I’ve been having a hard time sleeping this summer at the cabin. Usually the darkness and quiet tend to lull me into a comforting state. But all night I hear the small crashes of moths as they fly into the nightlight and the windows. This is accompanied by the sounds of mice running around, scratching in the walls, rearranging plates in the kitchen sink, and small thuds of unknown origin. In the morning I find the wings of moths—in the bathroom, under the dining room table, behind the kitchen sink—but no bodies. I have to assume the deer mice are killing the moths and eating their bodies but leaving behind the papery wings for me to clean up.
All summer long, I’ve tried to end this carnage, not just because I want my precious sleep back, but I’m tired of having to clean up the mouse poop and moth wings. I’ve put out three different live mouse traps, but, so far, only one worked. After I caught the first two or three mice and marched them across the road to release them, I realized that it wouldn’t take long for them to come back to the plentiful feast in my cabin. The next one I drove across the creek, hoping it wouldn’t be able to cross the creek, but these animals are smart. Several times I put out live traps with peanut butter, only to find in the morning that the peanut butter was gone but so were the mice. (The one below is checking out the mouse trap.)
I’ve looked for cracks in the walls and floors where they might be entering from the crawl space below and stuffed them with a mouse deterrent —a cloth with a sharp citrus smell they presumably don’t like. But either their portals are somewhere else or they are stuffing the cloth back in after they let themselves in, because the cloths are undisturbed.
Nor do I know where the moths comes from, because I never see them during the day. At night, when I open the door to the supply room, dozens of moths suddenly are whirring around me. When I enter the bathroom, they are clinging to the wallpaper, floating in the water in the sink or hurling themselves into the nightlight and the windows where moonlight floods in.
The worst night was in July when I thought I could safely sleep in the attic and not worry about mice jumping into the bed with me, which one did in the downstairs bedroom in June. But when I got into bed, I found mice poop; it was also in the base of the lamp. And soon I saw mice scurrying up the chimney from the kitchen below and chasing each other around the attic. On top of that, dozens of moths materialized out of the darkness, swarming the lights and me. Needless to say, I hardly slept that night.

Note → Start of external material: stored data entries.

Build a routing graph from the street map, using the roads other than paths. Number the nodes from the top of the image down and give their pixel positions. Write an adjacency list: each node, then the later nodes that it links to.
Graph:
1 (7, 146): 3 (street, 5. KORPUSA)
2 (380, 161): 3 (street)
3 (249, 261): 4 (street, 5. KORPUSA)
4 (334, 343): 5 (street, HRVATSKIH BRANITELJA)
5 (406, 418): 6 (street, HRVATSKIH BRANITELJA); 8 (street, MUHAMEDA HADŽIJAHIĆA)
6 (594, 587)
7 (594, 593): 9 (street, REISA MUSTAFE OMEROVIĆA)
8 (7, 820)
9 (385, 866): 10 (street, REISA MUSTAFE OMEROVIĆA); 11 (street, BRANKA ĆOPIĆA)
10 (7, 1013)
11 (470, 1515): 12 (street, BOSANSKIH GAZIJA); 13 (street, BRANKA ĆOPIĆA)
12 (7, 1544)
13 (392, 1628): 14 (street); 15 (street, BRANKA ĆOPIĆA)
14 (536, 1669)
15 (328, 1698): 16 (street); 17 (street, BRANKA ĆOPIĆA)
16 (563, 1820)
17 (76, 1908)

I found out that it's not the lamps or heat that attract the moths but the moon that causes them to hurl themselves against the windows. Apparently, moths navigate by moonlight, and their frantic fluttering shows the need to follow their instincts. I wish I could release them from their torment, just like I want the mice to return to their natural habitat. Maybe the pandemic quarantine has made me more sympathetic to the moths’ frantic need to get out. Maybe we’re all beating our wings against the windows looking for light or a way out of this nightmare.
Hi Kathy, Sorry about your struggles. If the moths are attracted to the moonlight, would some kind of exterior window covering deter them? Which might give the mice less incentive to hang around your cabin. I admire your cruelty-free approach to dealing with the mice. Wishing you luck that they find a new home.
Posted by: Rachel Maizes | August 16, 2020 at 10:41 AM
Thanks, Rachel. I think the mice come in for anything and everything--food crumbs, warmth from the cold in the winter. I think the moths are a side benefit for them.
A friend suggested a noise-emitting machine that supposedly deters the mice. That might be my next step.